**YOUR INSTRUCTIONS**
Search the data for the word "Asti" and copy each line that has it.

^^^^^^^^^^^^^^^^

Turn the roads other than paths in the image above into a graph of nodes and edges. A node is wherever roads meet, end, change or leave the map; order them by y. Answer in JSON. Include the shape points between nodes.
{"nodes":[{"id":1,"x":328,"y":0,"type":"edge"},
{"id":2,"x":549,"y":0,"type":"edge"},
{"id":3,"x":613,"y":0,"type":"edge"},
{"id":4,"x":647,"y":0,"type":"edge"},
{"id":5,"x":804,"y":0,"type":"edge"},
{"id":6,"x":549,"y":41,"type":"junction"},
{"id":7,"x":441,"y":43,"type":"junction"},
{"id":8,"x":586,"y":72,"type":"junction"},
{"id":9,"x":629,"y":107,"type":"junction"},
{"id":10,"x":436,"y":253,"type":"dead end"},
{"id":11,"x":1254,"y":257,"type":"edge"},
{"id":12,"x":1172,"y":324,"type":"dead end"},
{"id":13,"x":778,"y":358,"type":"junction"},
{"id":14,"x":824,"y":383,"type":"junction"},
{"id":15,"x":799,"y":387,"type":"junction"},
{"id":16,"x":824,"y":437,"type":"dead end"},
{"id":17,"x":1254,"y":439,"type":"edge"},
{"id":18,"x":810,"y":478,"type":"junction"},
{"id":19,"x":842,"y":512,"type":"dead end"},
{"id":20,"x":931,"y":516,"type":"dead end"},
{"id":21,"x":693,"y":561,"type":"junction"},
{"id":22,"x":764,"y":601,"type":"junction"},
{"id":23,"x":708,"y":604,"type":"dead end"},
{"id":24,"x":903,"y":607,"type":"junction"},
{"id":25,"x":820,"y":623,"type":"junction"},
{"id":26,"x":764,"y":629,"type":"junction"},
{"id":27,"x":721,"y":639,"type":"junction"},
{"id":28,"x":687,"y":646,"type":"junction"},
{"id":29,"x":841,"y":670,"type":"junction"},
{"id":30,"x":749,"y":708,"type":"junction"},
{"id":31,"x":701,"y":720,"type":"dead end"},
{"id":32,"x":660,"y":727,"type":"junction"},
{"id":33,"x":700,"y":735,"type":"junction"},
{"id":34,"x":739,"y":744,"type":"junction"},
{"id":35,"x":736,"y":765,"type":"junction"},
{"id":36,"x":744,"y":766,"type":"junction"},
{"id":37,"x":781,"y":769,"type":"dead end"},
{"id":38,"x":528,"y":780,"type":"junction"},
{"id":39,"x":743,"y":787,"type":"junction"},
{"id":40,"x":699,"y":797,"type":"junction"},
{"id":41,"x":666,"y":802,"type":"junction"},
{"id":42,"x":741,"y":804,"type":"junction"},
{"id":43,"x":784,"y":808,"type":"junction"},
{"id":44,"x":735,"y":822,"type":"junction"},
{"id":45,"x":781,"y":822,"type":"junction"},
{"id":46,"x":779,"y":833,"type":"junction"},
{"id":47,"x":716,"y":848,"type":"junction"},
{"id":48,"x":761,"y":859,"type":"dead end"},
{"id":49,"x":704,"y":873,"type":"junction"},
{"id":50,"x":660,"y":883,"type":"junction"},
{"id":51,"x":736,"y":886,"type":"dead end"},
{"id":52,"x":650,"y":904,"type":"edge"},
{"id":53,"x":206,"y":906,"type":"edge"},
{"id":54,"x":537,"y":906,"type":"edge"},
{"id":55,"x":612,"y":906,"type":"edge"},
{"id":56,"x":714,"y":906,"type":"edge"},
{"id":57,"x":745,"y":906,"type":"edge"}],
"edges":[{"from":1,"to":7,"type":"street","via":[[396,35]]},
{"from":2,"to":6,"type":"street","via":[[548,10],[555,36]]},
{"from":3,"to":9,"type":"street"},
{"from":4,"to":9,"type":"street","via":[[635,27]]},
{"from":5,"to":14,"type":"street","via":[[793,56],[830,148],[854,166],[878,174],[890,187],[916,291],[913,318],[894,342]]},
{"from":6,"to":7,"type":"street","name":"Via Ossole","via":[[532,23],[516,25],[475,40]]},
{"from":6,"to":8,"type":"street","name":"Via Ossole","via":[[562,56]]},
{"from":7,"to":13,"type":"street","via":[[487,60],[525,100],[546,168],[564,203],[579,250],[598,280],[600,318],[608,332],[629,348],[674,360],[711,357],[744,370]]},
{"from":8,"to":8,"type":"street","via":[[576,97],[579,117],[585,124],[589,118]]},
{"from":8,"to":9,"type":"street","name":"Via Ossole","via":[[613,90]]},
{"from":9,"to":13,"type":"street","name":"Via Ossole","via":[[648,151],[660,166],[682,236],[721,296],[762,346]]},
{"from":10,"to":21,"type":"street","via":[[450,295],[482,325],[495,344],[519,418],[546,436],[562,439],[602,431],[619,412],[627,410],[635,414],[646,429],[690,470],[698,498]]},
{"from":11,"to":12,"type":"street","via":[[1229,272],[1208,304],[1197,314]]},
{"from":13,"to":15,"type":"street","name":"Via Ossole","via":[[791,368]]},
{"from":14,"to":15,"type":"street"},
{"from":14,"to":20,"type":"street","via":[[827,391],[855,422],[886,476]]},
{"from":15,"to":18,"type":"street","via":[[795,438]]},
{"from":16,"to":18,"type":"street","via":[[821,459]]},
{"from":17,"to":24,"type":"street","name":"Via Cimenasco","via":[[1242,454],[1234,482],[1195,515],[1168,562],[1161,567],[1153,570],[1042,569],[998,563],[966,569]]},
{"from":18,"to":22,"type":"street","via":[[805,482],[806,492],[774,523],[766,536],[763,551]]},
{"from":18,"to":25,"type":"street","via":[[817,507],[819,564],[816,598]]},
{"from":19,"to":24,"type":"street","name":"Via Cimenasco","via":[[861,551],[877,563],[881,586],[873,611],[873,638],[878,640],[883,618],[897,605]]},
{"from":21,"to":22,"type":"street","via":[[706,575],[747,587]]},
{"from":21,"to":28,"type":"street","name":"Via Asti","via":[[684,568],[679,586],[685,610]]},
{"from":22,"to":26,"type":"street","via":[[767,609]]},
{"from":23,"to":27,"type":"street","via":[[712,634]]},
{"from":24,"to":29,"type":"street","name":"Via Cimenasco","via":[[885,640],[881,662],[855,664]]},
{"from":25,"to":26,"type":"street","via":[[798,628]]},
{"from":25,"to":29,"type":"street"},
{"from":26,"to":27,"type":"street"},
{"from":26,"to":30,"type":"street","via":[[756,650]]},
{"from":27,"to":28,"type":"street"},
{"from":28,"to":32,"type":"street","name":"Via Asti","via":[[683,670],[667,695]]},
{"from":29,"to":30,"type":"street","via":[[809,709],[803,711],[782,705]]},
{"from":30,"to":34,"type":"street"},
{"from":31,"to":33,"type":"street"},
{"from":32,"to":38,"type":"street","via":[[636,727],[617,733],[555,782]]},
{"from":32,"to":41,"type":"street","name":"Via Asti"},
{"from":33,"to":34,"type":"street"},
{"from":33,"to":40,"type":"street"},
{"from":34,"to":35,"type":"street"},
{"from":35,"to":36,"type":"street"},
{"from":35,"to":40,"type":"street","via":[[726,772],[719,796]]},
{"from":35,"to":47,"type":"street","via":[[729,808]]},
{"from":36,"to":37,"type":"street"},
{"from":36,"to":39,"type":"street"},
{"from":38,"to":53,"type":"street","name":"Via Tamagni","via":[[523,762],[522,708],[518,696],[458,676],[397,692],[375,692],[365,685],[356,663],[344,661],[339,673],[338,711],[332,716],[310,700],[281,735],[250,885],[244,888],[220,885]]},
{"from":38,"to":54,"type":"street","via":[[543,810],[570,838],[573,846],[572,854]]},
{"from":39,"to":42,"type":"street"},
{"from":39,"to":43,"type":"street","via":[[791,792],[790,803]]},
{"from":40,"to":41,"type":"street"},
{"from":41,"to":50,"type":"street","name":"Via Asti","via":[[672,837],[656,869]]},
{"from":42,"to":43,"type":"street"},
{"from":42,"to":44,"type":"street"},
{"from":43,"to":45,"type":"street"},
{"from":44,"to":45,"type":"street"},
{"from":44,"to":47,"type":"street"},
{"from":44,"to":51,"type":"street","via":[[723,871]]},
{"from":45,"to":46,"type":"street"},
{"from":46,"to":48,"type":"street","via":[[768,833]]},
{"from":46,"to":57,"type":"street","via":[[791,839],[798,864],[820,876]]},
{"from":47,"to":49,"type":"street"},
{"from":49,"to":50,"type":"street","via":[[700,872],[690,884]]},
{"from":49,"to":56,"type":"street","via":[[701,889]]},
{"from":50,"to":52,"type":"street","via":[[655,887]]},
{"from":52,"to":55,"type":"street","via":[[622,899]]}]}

^^^^^^^^^^^^^^^^

**EXERCISE ANSWER**
{"from":21,"to":28,"type":"street","name":"Via Asti","via":[[684,568],[679,586],[685,610]]},
{"from":28,"to":32,"type":"street","name":"Via Asti","via":[[683,670],[667,695]]},
{"from":32,"to":41,"type":"street","name":"Via Asti"},
{"from":41,"to":50,"type":"street","name":"Via Asti","via":[[672,837],[656,869]]},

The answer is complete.